L’espoir du PSOE de Juan Espadas est, justement, que ce qui les a largement expulsés du Palais de San Telmo se transforme désormais en leur allié contre Moreno et le PP. « Le marées Ils vont et reviennent », a prévenu le porte-parole socialiste du président andalou dans une allusion claire à la marée blanche sanitaire qui s’est élevée contre les coupes du PSOE.

Justement, le les coupes des gouvernements socialistes Ils ont été le bouclier derrière lequel Moreno a essayé de se défendre, qui a lancé des figures comme des fléchettes contre le PSOE-A. A savoir, les 1 590 millions d’euros qu’entre 2008 et 2014 J’ai raté La santé publique andalouse ou les presque 800 lits de moins que les hôpitaux avaient au cours de la dernière année du gouvernement socialiste.

« Vous n’avez pas le droit de donner cours en matière de santé », a répondu Moreno à ngeles Frriz, à qui il a sommé de faire l’autocritique, alors qu’il a défendu l’effort que son gouvernement a fait dans un contexte marqué par « un morceau de pandémie » que nous subissons toujours. .

« La plus grande attaque contre la santé publique en Andalousie s’appelle le PSOE », a affirmé le président du conseil d’administration et chef du PP-A, qui a cependant admis que le système de santé « est stressé« à cause de cette sixième vague et que la crise » dépasse « les capacités des gouvernements des communautés autonomes alors que le gouvernement central, a-t-il critiqué, ne prend pas de décisions.

En contre-attaque, Moreno a reproché au PSOE et à United We Can leur veto sur le Budget 2022, qui incluent une augmentation des dépenses de santé de plus d’un milliard d’euros.

Le « fantôme » de Castilla y Len

Tout n’a pas été pandémie ce mercredi au Parlement andalou. L’avance électorale en Castilla y Len s’est également glissée dans la dernière session plénière de l’année grâce à Vox, qui a répété, une fois de plus, son mantra de électionsanticipé tout en attaquant durement Moreno Bonilla.

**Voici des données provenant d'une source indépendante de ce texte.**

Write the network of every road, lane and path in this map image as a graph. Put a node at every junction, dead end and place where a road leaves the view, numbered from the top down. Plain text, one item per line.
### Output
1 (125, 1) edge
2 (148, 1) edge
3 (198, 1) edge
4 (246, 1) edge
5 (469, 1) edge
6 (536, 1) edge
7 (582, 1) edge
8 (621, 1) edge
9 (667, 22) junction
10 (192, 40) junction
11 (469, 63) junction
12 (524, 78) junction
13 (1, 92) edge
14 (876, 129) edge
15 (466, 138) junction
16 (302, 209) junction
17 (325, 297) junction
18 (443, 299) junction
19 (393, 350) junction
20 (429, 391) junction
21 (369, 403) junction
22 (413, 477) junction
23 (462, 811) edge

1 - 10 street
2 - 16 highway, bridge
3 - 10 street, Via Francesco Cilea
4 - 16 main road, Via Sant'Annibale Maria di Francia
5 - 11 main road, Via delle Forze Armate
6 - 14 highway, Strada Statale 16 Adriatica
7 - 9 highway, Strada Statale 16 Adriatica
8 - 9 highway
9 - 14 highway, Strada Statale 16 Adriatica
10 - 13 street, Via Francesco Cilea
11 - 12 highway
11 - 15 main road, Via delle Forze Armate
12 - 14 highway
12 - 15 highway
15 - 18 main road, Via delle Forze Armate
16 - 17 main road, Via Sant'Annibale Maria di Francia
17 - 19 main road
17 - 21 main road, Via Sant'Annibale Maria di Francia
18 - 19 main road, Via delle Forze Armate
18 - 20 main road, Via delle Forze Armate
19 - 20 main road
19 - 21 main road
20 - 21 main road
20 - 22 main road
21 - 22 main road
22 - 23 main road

Le porte-parole parlementaire de Vox, Manuel Gavira, est venu critiquer le « manque de honte » du président andalou, provoquant des moments de tension et de reproches de la part de Moreno, qui a dénoncé les insultes qu’il reçoit du parti d’extrême droite tant à la Chambre que sur les réseaux sociaux.

Gavira a dénoncé le « marketing, artifice et achat de la paix sociale » de l’exécutif de la coalition, qu’il a accusé de « répartir des subventions à des syndicats corrompus », ainsi que de « manque d’initiative » lors du démantèlement du soi-disant Conseil d’administration parallèlement. .

Moreno, après avoir reproché le ton et les insultes, a conseillé à ceux de Vox de fuir « l’angoisse » et se ruer et raccourcis. « Faites attention aux raccourcis que vous prenez », a-t-il recommandé à Gavira.